-- GIVEN DATA follows --

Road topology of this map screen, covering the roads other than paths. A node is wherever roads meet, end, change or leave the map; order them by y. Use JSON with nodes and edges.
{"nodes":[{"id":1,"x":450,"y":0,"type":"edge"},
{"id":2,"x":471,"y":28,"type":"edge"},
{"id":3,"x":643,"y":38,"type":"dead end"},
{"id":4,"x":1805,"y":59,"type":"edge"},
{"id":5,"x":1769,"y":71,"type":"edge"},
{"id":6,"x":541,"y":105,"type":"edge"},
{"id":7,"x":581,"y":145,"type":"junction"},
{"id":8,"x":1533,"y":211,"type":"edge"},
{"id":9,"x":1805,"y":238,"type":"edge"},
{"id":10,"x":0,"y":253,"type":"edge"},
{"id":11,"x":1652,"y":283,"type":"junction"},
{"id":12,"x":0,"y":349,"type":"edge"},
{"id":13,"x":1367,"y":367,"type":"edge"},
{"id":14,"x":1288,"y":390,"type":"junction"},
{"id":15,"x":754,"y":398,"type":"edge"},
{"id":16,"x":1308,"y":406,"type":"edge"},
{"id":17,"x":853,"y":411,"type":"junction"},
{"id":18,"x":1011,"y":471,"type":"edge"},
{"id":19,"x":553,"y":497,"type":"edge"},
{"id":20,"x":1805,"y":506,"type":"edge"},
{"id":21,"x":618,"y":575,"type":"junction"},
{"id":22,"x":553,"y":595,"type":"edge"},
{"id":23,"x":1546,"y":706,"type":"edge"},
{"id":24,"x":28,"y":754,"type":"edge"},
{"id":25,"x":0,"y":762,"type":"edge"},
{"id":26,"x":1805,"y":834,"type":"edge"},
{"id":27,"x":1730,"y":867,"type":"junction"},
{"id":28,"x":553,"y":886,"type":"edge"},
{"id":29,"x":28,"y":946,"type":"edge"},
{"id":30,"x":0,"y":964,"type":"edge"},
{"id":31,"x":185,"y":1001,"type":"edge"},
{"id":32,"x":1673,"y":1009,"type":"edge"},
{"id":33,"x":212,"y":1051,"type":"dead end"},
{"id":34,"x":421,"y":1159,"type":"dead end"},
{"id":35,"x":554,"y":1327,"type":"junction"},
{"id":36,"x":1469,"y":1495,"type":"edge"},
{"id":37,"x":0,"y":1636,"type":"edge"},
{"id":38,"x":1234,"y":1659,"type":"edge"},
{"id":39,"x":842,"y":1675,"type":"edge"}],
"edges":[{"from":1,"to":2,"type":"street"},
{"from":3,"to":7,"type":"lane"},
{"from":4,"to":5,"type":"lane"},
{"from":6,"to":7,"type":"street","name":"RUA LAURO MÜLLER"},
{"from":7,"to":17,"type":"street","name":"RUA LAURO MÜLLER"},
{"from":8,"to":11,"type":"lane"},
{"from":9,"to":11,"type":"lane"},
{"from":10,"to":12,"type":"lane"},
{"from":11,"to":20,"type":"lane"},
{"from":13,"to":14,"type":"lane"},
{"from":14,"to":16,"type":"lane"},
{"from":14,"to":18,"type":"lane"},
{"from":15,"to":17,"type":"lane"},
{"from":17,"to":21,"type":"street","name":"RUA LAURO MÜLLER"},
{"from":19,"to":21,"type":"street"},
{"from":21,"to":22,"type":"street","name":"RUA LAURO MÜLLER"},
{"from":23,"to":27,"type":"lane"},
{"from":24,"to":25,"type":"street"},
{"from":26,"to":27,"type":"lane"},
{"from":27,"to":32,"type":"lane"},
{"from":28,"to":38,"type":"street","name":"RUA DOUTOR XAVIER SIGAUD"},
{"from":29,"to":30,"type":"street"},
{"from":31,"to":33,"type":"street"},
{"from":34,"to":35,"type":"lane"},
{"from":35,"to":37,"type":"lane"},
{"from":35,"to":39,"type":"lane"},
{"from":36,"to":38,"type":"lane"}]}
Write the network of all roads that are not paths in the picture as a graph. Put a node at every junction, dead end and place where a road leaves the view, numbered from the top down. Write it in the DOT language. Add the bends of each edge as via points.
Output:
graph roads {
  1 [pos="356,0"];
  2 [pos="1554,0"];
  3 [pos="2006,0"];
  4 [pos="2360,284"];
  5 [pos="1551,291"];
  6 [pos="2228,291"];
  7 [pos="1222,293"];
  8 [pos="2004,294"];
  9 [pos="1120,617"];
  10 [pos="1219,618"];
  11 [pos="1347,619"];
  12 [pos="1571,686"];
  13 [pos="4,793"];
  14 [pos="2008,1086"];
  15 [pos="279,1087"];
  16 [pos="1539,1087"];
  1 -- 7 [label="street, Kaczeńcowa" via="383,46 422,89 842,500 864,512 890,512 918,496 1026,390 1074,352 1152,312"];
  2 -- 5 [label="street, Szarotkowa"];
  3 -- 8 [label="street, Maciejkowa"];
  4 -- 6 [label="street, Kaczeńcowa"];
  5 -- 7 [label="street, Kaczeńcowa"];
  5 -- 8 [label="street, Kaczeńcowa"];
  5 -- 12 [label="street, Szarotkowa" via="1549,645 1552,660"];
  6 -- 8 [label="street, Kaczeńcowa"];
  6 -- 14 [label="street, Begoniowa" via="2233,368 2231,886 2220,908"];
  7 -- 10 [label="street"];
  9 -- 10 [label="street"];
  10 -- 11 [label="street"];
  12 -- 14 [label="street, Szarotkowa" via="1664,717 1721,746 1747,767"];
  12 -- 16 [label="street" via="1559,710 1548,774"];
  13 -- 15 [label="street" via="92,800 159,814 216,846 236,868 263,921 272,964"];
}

-- GIVEN DATA concluded --

= TASK =
For the word "nodes", please say how many lines in the entries hold it, with only the number as the reply.

= EXERCISE SOLUTION =
2